Saturday, February 23, 2013

Papierż

In a largely Catholic country, when the Pope resigns, there’s a lot of talk, most of which I cannot follow here yet, sadly, but the resignation of Benedict XVI brings to mind his predecessor, Jan Pawel II, who will always be close to the hearts, minds, and souls of his flock in Poland. He’s a saint here, and I say that, as I say and write few things, absolutely without irony or irreverence or qualification. Insofar as that word, that status, has any meaning whatsoever in human life, John Paul II was a saint.

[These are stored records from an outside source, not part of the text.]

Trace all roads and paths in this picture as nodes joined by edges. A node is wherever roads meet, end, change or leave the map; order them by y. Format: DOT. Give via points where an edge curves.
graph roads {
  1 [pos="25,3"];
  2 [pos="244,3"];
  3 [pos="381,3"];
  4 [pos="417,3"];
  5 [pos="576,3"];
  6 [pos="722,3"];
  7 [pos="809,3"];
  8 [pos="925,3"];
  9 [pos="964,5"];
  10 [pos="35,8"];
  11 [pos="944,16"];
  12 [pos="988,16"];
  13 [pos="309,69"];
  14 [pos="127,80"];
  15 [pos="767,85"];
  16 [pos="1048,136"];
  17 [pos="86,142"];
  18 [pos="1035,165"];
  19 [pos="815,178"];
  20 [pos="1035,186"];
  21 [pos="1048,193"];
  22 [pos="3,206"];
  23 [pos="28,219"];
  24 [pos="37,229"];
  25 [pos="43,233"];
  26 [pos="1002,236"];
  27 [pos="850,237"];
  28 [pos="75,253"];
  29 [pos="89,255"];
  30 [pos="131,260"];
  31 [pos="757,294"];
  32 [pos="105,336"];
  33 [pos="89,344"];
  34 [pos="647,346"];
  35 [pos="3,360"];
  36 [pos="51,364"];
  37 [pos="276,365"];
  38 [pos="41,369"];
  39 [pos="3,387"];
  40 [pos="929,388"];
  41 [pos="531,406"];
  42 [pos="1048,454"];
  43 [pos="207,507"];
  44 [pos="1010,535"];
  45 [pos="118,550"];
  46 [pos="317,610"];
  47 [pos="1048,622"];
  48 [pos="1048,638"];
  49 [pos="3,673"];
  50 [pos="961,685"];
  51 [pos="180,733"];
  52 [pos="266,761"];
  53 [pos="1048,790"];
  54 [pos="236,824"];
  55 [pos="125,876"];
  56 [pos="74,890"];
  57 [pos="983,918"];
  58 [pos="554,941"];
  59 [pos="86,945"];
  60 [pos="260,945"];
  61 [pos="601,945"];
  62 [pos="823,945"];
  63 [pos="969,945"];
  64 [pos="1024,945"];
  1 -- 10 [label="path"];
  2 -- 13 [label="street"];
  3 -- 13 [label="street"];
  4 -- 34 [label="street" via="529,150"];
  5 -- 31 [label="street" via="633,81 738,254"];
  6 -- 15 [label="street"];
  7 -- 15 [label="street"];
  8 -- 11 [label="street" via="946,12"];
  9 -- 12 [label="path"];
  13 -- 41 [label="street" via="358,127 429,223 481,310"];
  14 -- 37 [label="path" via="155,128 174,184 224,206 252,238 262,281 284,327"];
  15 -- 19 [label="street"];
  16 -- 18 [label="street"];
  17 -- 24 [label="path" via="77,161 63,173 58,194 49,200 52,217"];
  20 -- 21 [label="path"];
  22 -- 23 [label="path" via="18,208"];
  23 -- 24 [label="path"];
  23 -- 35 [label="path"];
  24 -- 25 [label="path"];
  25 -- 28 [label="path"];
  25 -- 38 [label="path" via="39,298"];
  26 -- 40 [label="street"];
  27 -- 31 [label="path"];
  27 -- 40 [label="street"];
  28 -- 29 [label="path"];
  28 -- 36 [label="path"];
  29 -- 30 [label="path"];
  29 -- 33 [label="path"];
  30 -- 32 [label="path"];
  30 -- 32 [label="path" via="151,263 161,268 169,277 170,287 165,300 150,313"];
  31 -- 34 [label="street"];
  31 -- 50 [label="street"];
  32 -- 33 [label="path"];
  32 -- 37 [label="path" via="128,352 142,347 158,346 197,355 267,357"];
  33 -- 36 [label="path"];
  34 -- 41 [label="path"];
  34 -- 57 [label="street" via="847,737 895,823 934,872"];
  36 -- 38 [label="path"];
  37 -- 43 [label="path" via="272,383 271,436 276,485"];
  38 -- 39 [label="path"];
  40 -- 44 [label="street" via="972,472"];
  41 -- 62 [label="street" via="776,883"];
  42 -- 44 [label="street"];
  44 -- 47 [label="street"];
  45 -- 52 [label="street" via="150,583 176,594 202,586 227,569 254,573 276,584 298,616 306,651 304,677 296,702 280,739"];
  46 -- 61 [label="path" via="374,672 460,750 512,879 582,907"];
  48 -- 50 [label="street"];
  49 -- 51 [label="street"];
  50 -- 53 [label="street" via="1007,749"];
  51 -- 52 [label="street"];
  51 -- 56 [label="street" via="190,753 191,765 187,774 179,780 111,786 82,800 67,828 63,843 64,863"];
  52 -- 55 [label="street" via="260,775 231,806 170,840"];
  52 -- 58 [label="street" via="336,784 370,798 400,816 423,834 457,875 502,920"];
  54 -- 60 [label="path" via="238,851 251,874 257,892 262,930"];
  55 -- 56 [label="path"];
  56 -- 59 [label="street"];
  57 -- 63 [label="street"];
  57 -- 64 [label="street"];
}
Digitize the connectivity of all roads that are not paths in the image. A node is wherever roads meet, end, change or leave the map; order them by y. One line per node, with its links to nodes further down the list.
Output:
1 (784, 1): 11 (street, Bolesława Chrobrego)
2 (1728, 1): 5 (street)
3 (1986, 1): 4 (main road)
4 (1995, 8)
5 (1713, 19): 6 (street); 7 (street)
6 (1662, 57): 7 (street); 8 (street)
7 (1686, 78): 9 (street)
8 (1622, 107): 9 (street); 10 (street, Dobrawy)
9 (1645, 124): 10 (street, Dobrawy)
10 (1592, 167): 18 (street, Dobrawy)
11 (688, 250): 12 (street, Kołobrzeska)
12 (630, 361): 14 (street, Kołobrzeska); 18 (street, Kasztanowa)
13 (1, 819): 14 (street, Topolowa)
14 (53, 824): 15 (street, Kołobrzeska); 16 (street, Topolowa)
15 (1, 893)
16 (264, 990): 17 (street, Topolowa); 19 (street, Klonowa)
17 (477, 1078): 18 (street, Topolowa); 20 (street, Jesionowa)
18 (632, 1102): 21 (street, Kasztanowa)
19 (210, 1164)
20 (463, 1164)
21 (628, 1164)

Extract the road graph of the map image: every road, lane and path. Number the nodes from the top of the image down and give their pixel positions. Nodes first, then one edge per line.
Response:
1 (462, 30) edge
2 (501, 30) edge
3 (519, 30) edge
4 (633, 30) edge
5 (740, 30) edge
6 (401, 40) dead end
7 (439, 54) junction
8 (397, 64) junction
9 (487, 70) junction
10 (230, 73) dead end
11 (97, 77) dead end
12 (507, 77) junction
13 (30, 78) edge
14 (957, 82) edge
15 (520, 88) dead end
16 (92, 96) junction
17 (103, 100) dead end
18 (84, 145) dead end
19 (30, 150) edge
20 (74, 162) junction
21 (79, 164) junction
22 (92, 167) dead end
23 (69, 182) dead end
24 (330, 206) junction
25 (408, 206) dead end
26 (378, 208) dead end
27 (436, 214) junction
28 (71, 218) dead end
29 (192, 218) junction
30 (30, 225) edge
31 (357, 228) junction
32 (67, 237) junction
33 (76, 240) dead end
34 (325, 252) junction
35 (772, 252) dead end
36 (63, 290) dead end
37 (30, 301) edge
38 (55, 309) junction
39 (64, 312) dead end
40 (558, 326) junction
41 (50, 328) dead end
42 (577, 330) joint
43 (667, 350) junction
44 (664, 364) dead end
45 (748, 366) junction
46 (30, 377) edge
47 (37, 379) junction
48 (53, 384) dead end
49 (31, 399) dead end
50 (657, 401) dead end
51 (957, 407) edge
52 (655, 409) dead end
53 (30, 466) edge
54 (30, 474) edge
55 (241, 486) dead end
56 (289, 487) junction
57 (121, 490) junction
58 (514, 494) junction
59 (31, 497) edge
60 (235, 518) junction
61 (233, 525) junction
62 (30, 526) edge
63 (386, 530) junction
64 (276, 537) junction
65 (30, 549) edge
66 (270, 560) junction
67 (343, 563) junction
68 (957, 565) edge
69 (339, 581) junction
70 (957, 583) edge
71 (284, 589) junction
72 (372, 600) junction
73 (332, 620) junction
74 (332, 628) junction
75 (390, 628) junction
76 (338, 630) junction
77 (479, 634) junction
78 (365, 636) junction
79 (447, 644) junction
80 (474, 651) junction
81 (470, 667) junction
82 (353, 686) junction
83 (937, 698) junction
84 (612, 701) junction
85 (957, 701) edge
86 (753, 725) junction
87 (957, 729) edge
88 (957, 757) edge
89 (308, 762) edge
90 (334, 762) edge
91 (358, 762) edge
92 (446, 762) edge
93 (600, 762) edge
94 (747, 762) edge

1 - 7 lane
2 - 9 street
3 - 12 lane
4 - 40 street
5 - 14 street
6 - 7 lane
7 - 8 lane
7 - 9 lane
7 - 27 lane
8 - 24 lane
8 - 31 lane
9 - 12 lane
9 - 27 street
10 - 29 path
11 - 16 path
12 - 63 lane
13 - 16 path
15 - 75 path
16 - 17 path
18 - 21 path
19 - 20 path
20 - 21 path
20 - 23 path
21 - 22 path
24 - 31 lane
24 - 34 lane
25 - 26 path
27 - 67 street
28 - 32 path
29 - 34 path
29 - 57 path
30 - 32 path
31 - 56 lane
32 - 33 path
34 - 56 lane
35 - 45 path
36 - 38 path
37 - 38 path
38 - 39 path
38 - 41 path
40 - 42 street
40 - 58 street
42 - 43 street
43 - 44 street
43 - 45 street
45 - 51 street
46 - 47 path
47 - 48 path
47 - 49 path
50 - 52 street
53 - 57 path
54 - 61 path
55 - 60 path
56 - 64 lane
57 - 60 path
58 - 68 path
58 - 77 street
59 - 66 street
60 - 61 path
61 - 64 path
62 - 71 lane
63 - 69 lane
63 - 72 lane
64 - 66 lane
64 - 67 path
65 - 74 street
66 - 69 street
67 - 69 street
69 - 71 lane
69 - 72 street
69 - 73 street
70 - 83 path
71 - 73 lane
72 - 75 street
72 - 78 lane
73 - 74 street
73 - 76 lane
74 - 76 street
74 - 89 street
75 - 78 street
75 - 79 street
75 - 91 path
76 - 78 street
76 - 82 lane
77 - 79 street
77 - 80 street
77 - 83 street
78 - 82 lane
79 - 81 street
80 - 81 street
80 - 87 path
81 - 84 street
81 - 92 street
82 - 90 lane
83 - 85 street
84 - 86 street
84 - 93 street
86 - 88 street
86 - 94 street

I remember, it had to be 1979, one of my literature professors was bemoaning the lack of genuine heroes in our age, of accomplished people with unsullied reputations, and he asked any of us to name someone—politician, movie star, athlete, artist, writer—worthy of unequivocal admiration. I said, rather off-handedly, because I didn’t really pay that much attention to either popular culture or the Vatican, “What about the Pope?” My professor deflated slightly, as if my answer were both surprising, annoying even, and a little unfair, like, “well, of course the Pope.” Then I said, “no, I don’t mean the Pope as Pope, I mean the guy himself. I mean, I hear he was a writer, an artist, an intellectual, you know, kind of a Renaissance guy.” I couldn’t remember his name exactly, Karol Wotyła, and certainly wouldn’t have been able to pronounce it correctly even if I had known how to spell it (Vo-TEE-wa). And this was before, I think, the assassination attempt, and before he became the Pope and the saint we’ve come to understand him to have been. (Over the years I would come to doubt his infallibility on any number of points, and I read he wasn’t a particularly able administrator, but I never found reason to doubt his faith or his integrity as a thinking, feeling human being.)
My authorities, Polish writers, among them Miłosz and Andrzej Stasiuk, confirm that my early, uneducated guess, was about as right as I’ve ever guessed on any exam question, ever. Miłosz’s poem, “Ode for the Eightieth Birthday of Pope John Paul II,” fairly rings, peals in affirmation, “Your portrait in our homes every day remind[s] us/How much one man can accomplish and how sainthood works.” (710) Pretty unequivocal. And this last month, on the Planty surrounding the town square, a photographic exhibit of the Pope’s last years, particularly his visits to Poland, almost haunts the heart of this city. The words from Stasiuk’s Fado perfectly describe the impact of this collection, on me anyway:

In this idiotic world where old age has become outlawed, where sickness and weakness border on the criminal, where anyone who lacks the strength to produce and consume becomes an outcast, where failure and destitution are acceptable only in television reports from distant lands, he had the courage to die with millions watching; he had the courage to show his wasted body, his face constricted with suffering, his dragging feet, his death throes. This was his last lesson at a time when he could no longer speak. (140)
He showed us how to die. I was talking about him with Monika and wondering aloud how he could have been so powerful, so effective a presence. She stopped me and said, “Josh, he was an actor.”

An act none of us could have followed. Peace be with you, Benedict.